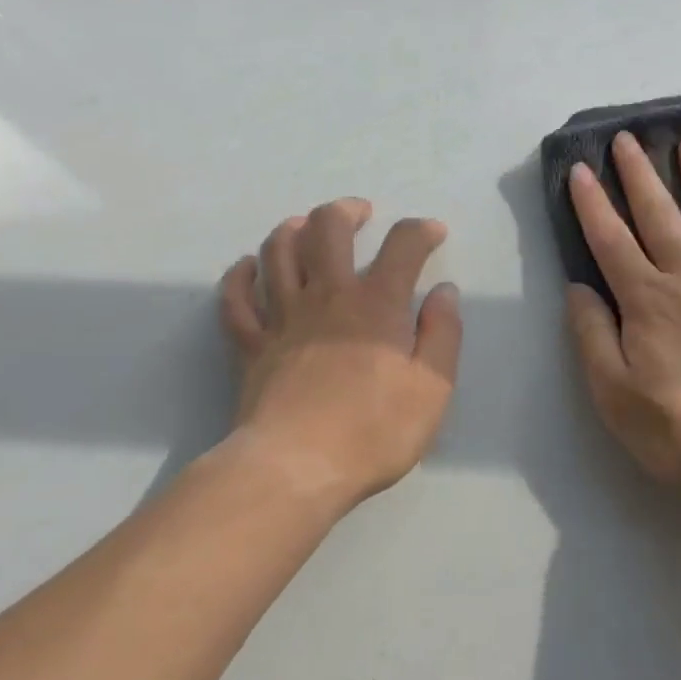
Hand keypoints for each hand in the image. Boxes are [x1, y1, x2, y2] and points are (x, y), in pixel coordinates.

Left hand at [220, 199, 461, 510]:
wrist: (295, 469)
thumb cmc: (372, 432)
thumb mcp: (433, 390)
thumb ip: (443, 335)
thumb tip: (445, 293)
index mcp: (376, 305)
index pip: (402, 245)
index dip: (420, 230)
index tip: (432, 233)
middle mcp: (327, 296)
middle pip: (328, 228)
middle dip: (346, 210)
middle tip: (361, 214)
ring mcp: (282, 317)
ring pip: (277, 251)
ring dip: (292, 229)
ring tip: (306, 227)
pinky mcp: (250, 345)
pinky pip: (236, 298)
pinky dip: (240, 276)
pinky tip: (249, 268)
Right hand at [566, 132, 680, 504]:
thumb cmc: (680, 428)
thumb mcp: (614, 394)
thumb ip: (593, 337)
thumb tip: (577, 288)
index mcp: (647, 300)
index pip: (610, 241)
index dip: (591, 204)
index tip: (578, 169)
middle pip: (660, 215)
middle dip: (639, 175)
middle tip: (627, 137)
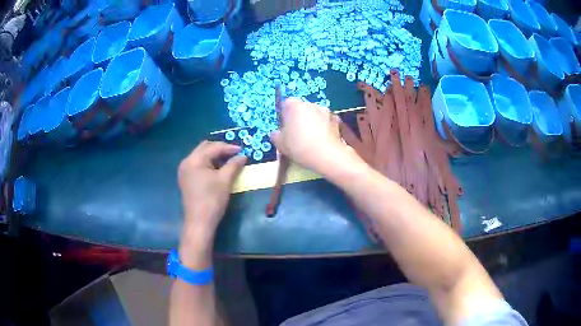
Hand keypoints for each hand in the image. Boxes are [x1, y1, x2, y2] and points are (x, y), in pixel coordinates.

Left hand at [177, 141, 246, 259]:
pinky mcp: (186, 179)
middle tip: (235, 154)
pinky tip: (218, 169)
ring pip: (201, 156)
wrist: (199, 222)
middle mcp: (187, 161)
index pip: (213, 147)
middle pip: (205, 148)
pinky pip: (198, 164)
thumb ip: (234, 165)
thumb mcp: (225, 181)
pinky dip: (208, 163)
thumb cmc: (212, 200)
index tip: (243, 150)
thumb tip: (243, 156)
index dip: (229, 148)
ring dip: (214, 156)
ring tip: (228, 161)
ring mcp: (184, 170)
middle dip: (220, 149)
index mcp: (195, 160)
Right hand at [270, 98, 363, 174]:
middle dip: (299, 118)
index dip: (285, 115)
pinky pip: (326, 121)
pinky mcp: (336, 120)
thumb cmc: (299, 146)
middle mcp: (310, 104)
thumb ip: (276, 135)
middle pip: (302, 108)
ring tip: (311, 138)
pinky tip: (322, 140)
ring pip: (315, 114)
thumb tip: (276, 133)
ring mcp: (325, 111)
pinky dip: (324, 127)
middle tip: (297, 134)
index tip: (285, 127)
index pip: (286, 103)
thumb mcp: (280, 144)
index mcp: (294, 106)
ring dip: (313, 122)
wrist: (326, 155)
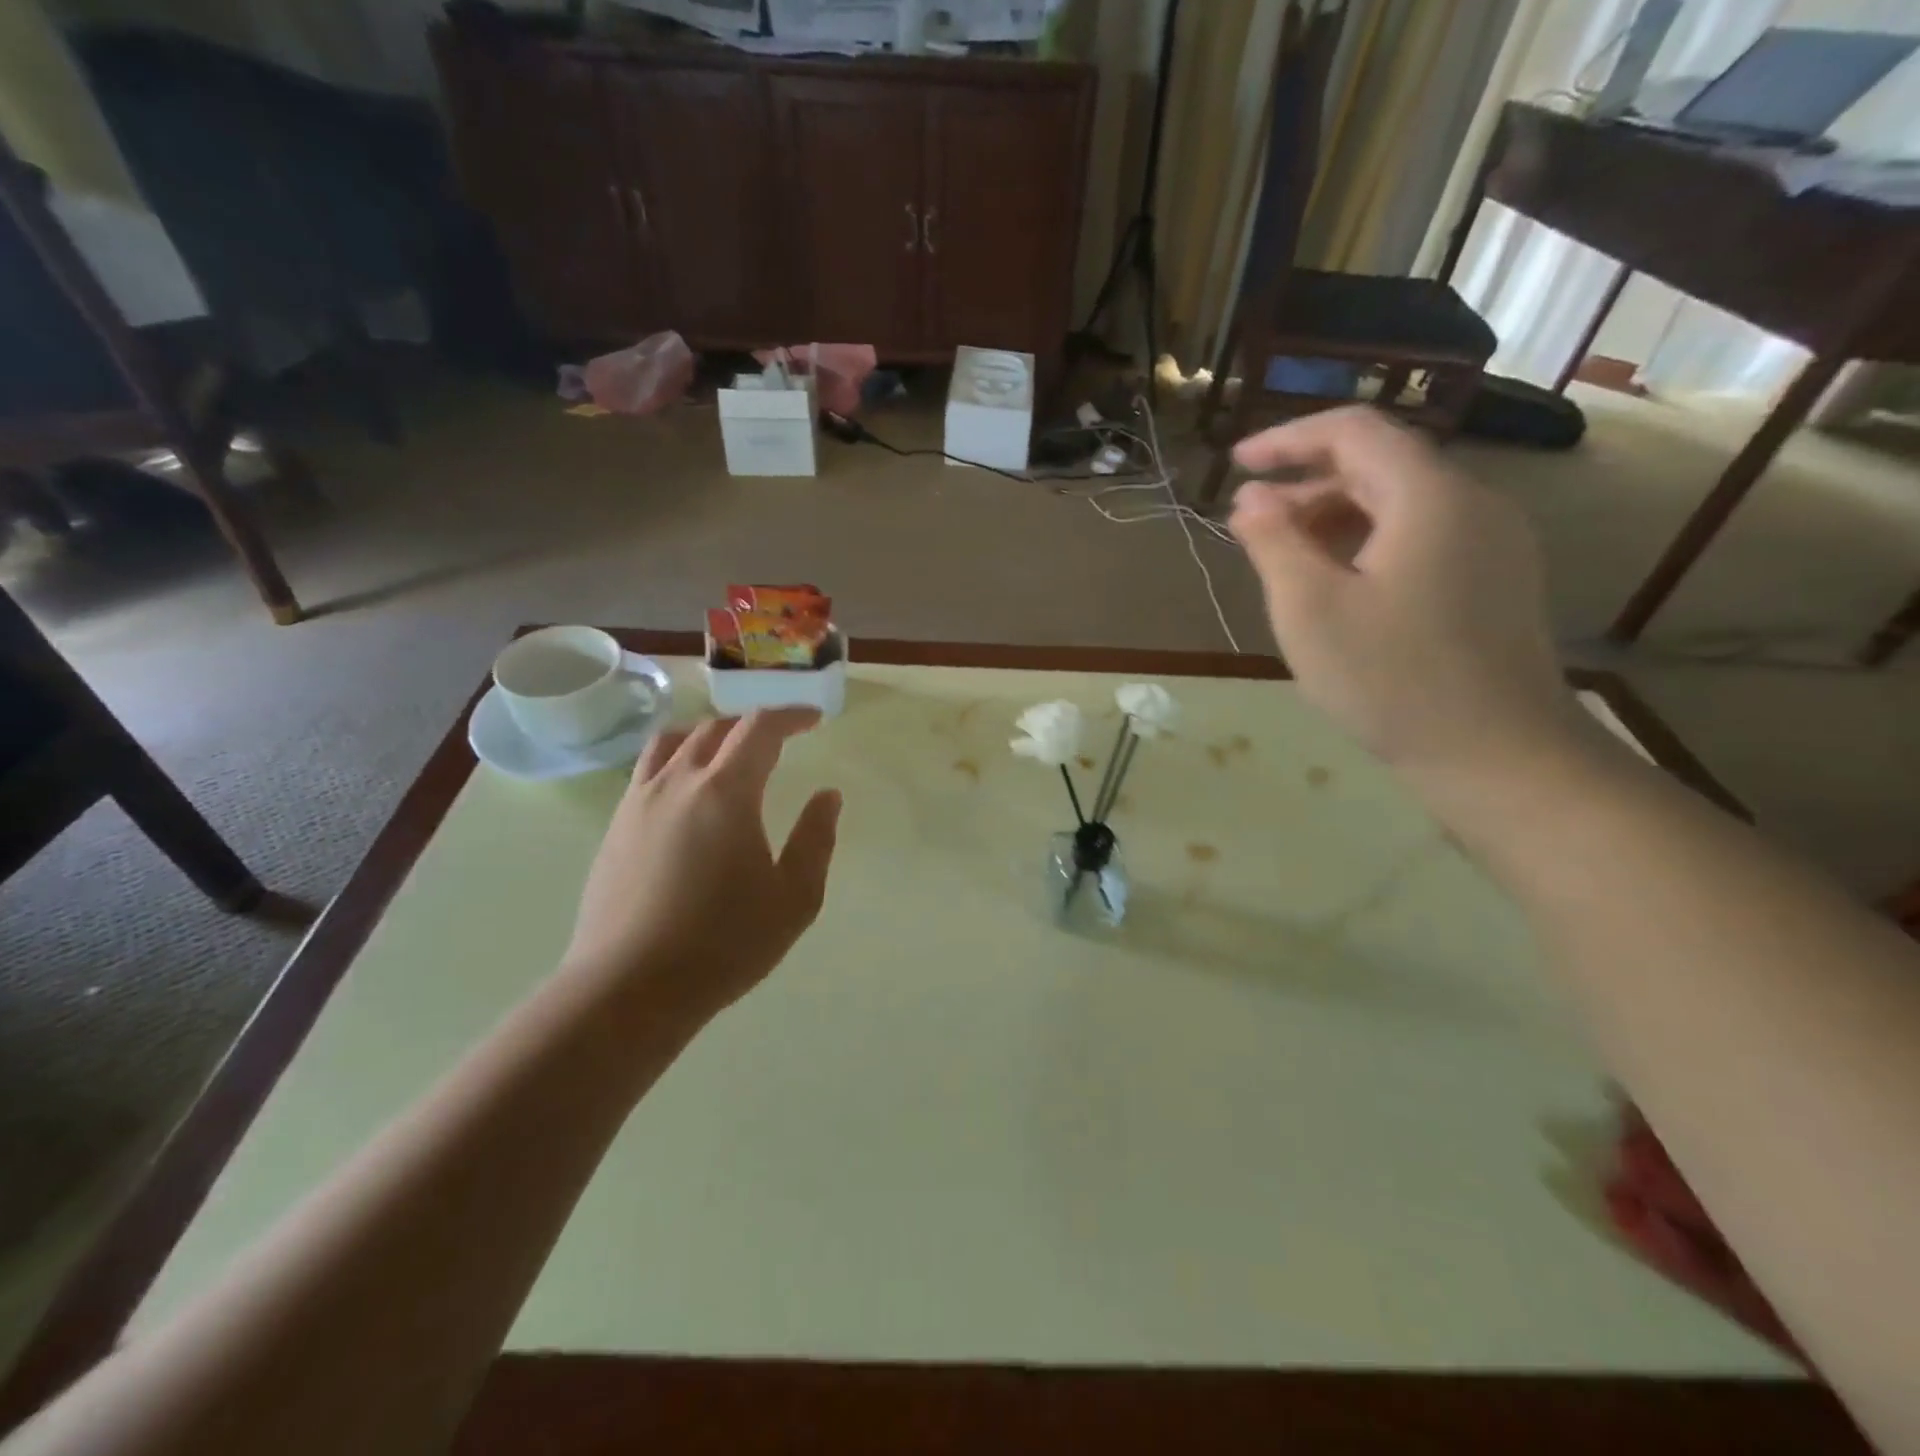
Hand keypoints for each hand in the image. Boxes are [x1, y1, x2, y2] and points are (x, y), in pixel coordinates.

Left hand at [563, 709, 840, 1023]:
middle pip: (715, 728)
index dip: (790, 715)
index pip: (760, 728)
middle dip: (752, 725)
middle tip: (779, 740)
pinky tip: (687, 794)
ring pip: (672, 741)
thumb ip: (815, 839)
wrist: (628, 989)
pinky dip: (676, 760)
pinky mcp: (615, 828)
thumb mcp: (794, 898)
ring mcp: (638, 802)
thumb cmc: (723, 943)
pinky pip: (647, 770)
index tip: (814, 720)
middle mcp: (677, 782)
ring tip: (728, 754)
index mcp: (725, 791)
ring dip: (708, 735)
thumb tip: (827, 796)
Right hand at [1227, 407, 1580, 791]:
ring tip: (1284, 558)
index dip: (1287, 439)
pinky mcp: (1495, 579)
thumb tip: (1250, 498)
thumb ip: (1274, 542)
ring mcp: (1493, 542)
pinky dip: (1368, 543)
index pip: (1354, 431)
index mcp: (1428, 496)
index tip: (1236, 464)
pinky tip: (1337, 586)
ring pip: (1401, 504)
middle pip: (1379, 465)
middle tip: (1249, 525)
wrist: (1497, 754)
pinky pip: (1422, 537)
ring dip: (1334, 517)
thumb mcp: (1310, 609)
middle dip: (1306, 485)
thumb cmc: (1391, 679)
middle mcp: (1472, 502)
+ + +
Problem to solve ▸ Everything in the listing should be repeated exactly except the pictures.

Answer to this exercise ▸
Hand keypoints for each hand in the image. Boxes are [x1, y1, x2, y2] and points are (x, y), in pixel coordinates.

Left hand at [220, 199, 461, 510]:
wrist: (295, 469)
thumb cmc: (372, 432)
thumb mcp: (433, 390)
thumb ip: (443, 335)
thumb tip: (445, 293)
index mcp: (376, 305)
index pip: (402, 245)
index dip: (420, 230)
index tip: (432, 233)
middle mcp: (327, 296)
middle pip: (328, 228)
middle dip: (346, 210)
middle tip: (361, 214)
ring mcp: (282, 317)
ring pip: (277, 251)
ring dip: (292, 229)
ring tip: (306, 227)
pinky mcp: (250, 345)
pinky pip: (236, 298)
pinky dip: (240, 276)
pinky tip: (249, 268)
Right hand at [566, 132, 680, 504]:
thumb cmc: (680, 428)
thumb mcp: (614, 394)
thumb ip: (593, 337)
thumb tip: (577, 288)
index mcp: (647, 300)
index pip: (610, 241)
index dip: (591, 204)
index tip: (578, 169)
middle pip: (660, 215)
middle dip: (639, 175)
middle tip: (627, 137)
Hand keypoints for each hand in the image. Boxes are [x1, y1, x2, y2] and points are (x, y), in pixel coordinates.

Left hand at [177, 141, 246, 259]:
pinky mcp: (186, 179)
middle tip: (235, 154)
pinky tip: (218, 169)
ring pip: (201, 156)
wrist: (199, 222)
middle mcp: (187, 161)
index pip: (213, 147)
middle pip: (205, 148)
pinky pip: (198, 164)
thumb ip: (234, 165)
thumb mcp: (225, 181)
pinky dip: (208, 163)
thumb cmc: (212, 200)
index tip: (243, 150)
thumb tip: (243, 156)
index dip: (229, 148)
ring dip: (214, 156)
ring tip: (228, 161)
ring mcp: (184, 170)
middle dip: (220, 149)
index mcp: (195, 160)
Right hand at [270, 98, 363, 174]:
middle dip: (299, 118)
index dip: (285, 115)
pinky pip: (326, 121)
pinky mcp: (336, 120)
thumb cmc: (299, 146)
middle mcp: (310, 104)
thumb ip: (276, 135)
middle pip: (302, 108)
ring tip: (311, 138)
pinky tip: (322, 140)
ring pip: (315, 114)
thumb tip: (276, 133)
ring mcp: (325, 111)
pinky dip: (324, 127)
middle tip: (297, 134)
index tip: (285, 127)
index pip: (286, 103)
thumb mcp: (280, 144)
index mcp: (294, 106)
ring dip: (313, 122)
wrist: (326, 155)
Hand keypoints for each hand in the image. Boxes are [x1, y1, x2, y2] and points are (x, y), in pixel coordinates.

Left hand at [563, 709, 840, 1023]:
middle pip: (715, 728)
index dip: (790, 715)
index pip: (760, 728)
middle dip: (752, 725)
middle tip: (779, 740)
pinky tip: (687, 794)
ring pip: (672, 741)
thumb ip: (815, 839)
wrist: (628, 989)
pinky dip: (676, 760)
pinky mcp: (615, 828)
thumb mcp: (794, 898)
ring mcp: (638, 802)
thumb cmc: (723, 943)
pinky pip: (647, 770)
index tip: (814, 720)
middle mcp: (677, 782)
ring tip: (728, 754)
index mcp: (725, 791)
ring dip: (708, 735)
thumb tip: (827, 796)
Right hand at [1227, 407, 1580, 791]:
ring tip: (1284, 558)
index dip: (1287, 439)
pinky mcp: (1495, 579)
thumb tip: (1250, 498)
thumb ip: (1274, 542)
ring mcp: (1493, 542)
pinky dip: (1368, 543)
index pip: (1354, 431)
index mcp: (1428, 496)
index tip: (1236, 464)
pinky tip: (1337, 586)
ring pip: (1401, 504)
middle pip: (1379, 465)
middle tip: (1249, 525)
wrist: (1497, 754)
pinky pip: (1422, 537)
ring dip: (1334, 517)
thumb mcp: (1310, 609)
middle dip: (1306, 485)
thumb cmc: (1391, 679)
middle mcp: (1472, 502)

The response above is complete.